Putting all four samples in the command so I can include differential gene expression in the output.

Made metadata file with the sample information

sample,group
Mock1_merged,control
Mock2_merged,control
TR1_merged,treatment
TR2_merged,treatment

Call the script

sbatch mirge3.all
#!/bin/bash

#SBATCH --mail-type=NONE
#SBATCH --mail-user=alison.francois@nationwidechildrens.org
#SBATCH --job-name=mirge3
#SBATCH --time=2:00:00
#SBATCH --ntasks=4
#SBATCH --output=R-%x.%j.out
#SBATCH --error=R-%x.%j.err

# conda environment set up before this
# load conda
# make sure correct directory

. /export/apps/opt/Miniconda3/23.10.0/etc/profile.d/conda.sh
conda activate mirge3_env
echo "Conda env is mirge3_env"

lib=/home/gdfenglab/akf010/miRNA1224/mirge3/miRge3_Lib
inDir=/home/gdfenglab/akf010/miRNA1224/miRNA_rawfiles

mkdir -p /home/gdfenglab/akf010/miRNA1224/mirge3/alignment/all_together
outDir=/home/gdfenglab/akf010/miRNA1224/mirge3/alignment/all_together

# ADAPTER IS QIAGEN, NOT ILLUMINA

miRge3.0 -s ${inDir}/Mock1_merged.fastq.gz,${inDir}/Mock2_merged.fastq.gz,${inDir}/TR1_merged.fastq.gz,${inDir}/TR2_merged.fastq.gz \
         -lib ${lib} \
         -on human \
         -db mirgenedb \
         -o "${outDir}" \
         -cpu 8 \
         -a AACTGTAGGCACCATCAAT \
         -dex \
         -mdt ${inDir}/metadata.csv

conda deactivate

echo "all done!"

Output appears in its own dated folder

tree miRNA1224/mirge3/alignment/all_together/miRge.2026-04-04_10-36-45

../mirge3/alignment/all_together/
└── miRge.2026-04-04_10-36-45
    ├── annotation.report.csv # gives you a table categorized by RNA type
    ├── annotation.report.html # same thing but opens in your browser
    ├── index_data.js
    ├── mapped.csv # all mapped reads 
    ├── miR.Counts.csv  # the raw count data
    ├── miR.DESeq2.RData
    ├── miR.DiffExpn.txt #DGE results
    ├── miRge3_visualization.html # Open this in browser to look through results
    ├── mirge_diffex.pca.pdf
    ├── mirge_diffex.volcano.pdf
    ├── miR.RPM.csv # This one is NORMALIZED, use for later analysis.
    ├── run.log # details all the steps mirge3 went through
    └── unmapped.csv # the unmapped reads (leftovers)

I pasted miR.RPM.csv into excel and made a sortable table of my data. I don’t have a paid license to download graphs directly from the html page but I took screenshots. I could still export a data table from each graph on the html page.

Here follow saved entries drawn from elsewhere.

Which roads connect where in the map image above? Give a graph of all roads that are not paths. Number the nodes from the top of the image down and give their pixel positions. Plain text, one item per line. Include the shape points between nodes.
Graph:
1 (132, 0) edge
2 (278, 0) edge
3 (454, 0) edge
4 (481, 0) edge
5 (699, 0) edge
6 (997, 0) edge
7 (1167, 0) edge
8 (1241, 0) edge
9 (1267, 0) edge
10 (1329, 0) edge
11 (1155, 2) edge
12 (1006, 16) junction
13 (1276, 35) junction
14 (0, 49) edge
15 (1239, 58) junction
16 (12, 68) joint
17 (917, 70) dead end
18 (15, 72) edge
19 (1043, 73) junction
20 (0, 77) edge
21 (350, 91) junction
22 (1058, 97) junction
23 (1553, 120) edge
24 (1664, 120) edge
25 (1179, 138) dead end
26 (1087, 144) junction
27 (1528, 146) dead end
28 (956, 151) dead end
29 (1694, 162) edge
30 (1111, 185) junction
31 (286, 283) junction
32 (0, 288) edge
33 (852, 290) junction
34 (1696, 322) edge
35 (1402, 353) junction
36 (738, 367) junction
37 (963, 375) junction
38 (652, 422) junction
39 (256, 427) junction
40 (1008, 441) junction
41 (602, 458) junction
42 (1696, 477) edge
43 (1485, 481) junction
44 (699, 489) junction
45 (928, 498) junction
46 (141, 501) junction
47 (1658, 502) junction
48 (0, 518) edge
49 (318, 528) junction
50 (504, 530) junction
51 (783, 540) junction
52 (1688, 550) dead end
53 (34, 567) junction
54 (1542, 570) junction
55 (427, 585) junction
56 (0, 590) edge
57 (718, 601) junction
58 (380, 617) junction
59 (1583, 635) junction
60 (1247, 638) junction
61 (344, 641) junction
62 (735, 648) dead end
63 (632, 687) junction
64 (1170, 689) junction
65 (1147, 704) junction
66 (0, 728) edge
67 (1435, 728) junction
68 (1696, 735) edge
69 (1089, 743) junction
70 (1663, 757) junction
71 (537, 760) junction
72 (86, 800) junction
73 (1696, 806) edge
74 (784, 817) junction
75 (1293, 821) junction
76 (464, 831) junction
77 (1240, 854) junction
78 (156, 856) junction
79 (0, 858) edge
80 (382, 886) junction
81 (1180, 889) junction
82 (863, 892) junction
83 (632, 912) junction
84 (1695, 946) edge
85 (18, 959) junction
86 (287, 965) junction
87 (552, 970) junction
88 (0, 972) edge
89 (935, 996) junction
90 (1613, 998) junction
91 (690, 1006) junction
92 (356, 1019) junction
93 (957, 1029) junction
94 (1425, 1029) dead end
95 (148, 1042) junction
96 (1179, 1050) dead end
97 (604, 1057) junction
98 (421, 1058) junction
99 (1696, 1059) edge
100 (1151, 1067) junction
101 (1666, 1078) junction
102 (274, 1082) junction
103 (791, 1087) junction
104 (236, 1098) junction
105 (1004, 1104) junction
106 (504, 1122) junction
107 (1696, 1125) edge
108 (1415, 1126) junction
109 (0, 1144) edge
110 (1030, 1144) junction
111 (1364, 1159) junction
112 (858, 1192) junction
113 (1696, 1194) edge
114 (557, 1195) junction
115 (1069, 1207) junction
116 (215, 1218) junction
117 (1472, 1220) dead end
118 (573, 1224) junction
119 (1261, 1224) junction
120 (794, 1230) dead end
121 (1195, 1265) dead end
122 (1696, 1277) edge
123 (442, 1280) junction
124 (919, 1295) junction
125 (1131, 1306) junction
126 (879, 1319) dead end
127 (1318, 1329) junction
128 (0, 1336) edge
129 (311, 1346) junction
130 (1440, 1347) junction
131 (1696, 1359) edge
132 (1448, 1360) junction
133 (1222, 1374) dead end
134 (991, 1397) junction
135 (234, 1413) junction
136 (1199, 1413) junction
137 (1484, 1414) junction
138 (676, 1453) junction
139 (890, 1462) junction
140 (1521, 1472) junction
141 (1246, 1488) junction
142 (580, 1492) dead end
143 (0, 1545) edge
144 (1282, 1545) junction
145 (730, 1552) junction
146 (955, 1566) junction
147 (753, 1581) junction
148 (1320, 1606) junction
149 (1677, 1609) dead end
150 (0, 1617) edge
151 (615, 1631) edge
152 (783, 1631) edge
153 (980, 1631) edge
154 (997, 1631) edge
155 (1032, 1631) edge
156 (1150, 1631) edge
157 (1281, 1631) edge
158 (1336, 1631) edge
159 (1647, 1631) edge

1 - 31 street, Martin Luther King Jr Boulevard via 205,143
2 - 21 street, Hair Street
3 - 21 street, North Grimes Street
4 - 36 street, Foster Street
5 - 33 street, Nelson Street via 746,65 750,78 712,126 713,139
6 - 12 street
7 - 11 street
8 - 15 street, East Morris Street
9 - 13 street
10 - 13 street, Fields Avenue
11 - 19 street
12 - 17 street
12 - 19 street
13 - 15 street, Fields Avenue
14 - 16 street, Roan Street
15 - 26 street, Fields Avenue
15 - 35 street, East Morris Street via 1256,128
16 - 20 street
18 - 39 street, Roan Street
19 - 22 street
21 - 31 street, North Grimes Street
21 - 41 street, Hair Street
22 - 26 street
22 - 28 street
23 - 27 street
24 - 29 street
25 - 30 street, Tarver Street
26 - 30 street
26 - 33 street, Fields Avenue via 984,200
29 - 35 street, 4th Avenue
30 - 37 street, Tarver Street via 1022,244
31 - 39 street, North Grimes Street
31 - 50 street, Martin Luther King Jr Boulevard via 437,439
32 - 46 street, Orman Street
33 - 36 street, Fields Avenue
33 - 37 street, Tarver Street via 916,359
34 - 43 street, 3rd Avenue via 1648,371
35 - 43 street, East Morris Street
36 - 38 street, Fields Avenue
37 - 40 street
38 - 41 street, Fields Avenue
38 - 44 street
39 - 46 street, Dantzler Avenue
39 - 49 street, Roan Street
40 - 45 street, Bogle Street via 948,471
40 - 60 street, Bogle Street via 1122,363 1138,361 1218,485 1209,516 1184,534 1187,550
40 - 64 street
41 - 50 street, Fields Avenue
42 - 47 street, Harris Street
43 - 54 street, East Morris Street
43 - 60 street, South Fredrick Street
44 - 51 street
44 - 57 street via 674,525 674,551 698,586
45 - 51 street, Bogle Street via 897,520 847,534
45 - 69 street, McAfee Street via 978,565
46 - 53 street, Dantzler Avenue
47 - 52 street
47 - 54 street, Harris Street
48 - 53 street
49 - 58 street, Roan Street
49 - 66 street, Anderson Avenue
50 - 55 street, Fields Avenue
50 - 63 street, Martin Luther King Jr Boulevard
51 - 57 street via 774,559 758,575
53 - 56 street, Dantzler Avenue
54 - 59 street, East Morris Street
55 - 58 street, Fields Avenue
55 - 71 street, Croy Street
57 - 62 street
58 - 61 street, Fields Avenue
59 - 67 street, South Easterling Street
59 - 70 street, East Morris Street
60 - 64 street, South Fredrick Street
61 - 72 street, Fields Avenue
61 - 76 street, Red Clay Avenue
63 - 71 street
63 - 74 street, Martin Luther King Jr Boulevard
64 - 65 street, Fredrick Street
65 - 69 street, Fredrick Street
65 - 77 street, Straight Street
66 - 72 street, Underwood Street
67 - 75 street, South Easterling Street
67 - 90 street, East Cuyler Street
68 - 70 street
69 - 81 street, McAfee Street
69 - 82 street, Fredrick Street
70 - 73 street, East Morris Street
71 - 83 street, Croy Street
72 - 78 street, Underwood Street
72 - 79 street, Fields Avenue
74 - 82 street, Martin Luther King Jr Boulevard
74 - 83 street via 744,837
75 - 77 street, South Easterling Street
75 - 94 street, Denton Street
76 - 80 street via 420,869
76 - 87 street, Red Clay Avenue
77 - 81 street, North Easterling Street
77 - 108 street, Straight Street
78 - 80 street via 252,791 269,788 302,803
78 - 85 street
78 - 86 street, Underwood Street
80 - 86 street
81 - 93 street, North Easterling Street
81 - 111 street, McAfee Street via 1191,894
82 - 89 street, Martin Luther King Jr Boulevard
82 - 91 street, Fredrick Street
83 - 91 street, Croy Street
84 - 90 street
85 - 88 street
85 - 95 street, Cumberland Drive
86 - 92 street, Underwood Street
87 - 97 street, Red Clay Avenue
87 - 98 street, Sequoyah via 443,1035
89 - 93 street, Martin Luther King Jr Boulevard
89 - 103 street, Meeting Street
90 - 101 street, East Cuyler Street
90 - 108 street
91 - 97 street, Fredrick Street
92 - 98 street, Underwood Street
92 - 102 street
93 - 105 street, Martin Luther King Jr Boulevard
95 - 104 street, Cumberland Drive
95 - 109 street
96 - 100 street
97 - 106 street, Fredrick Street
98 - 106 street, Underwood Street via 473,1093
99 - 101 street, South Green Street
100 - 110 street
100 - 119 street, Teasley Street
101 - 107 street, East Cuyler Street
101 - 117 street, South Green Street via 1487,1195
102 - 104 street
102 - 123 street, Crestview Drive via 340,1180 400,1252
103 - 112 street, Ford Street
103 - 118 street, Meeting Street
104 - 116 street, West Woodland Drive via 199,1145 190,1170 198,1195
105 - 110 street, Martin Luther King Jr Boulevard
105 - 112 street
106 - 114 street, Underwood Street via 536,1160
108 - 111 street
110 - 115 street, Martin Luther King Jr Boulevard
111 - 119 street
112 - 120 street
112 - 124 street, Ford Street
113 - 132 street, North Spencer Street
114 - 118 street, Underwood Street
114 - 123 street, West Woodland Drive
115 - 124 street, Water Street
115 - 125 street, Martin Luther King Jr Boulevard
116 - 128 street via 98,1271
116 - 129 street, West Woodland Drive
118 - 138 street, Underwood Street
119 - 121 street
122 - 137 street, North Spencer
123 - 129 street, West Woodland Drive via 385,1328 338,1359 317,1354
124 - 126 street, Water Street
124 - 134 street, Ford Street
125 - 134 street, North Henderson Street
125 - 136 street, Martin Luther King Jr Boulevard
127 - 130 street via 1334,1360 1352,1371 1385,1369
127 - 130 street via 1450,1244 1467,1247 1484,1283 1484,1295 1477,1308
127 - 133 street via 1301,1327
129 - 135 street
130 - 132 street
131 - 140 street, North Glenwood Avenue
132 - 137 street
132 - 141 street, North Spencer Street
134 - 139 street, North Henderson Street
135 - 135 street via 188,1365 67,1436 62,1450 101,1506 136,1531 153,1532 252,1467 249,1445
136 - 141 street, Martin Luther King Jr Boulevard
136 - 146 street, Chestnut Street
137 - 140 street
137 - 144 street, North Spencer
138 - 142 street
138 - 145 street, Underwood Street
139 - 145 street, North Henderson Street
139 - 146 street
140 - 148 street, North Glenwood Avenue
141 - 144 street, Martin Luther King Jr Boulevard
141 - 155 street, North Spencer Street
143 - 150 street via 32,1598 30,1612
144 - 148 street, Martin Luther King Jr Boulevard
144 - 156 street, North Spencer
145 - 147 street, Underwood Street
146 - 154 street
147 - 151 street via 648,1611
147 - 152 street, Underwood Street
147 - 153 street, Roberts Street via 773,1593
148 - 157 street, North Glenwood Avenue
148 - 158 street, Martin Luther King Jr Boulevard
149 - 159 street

Aligning to CMV transcripts

Create FASTA files from miRge3 output

We have to convert the .csv files into fasta files we can then run against the HCMV transcriptome. We are also filtering out reads where none of the samples showed counts above 5 RPM.

Call the scripts:

sbatch convert.csv # for the unmapped reads CSV
sbatch convert.mapped # same process but for the mapped reads file
#!/bin/bash

#SBATCH --mail-type=NONE
#SBATCH --mail-user=alison.francois@nationwidechildrens.org
#SBATCH --job-name=convert_csv
#SBATCH --time=1:00:00
#SBATCH --cpus-per-task=1
#SBATCH --output=R-%x.%j.out
#SBATCH --error=R-%x.%j.err

# conda environment set up before this
# load conda
# make sure correct directory

. /export/apps/opt/Miniconda3/23.10.0/etc/profile.d/conda.sh
conda activate mirge3_env
echo "Conda env is mirge3_env"

python << 'EOF'
import pandas as pd

def convert_unmapped_to_fasta(input_csv, output_fasta, min_count=5):
    # Load miRge3 unmapped reads
    df = pd.read_csv(input_csv)

    # 1. Identify your sample columns (usually columns 1 through 4)
    # iloc[:, 1:5] selects the 2nd, 3rd, 4th, and 5th columns
    sample_cols = df.columns[11:14]

    # 2. Filter: Keep row if ANY sample column value >= min_count
    # .gt(min_count-1) checks if value is >= threshold
    mask = df[sample_cols].gt(min_count - 1).any(axis=1)
    filtered_df = df[mask]

    # 3. Write to FASTA
    with open(output_fasta, 'w') as f:
        for i, row in filtered_df.iterrows():
            # Convert RNA sequence to DNA for miRanda
            sequence = str(row.iloc[0]).replace('U', 'T')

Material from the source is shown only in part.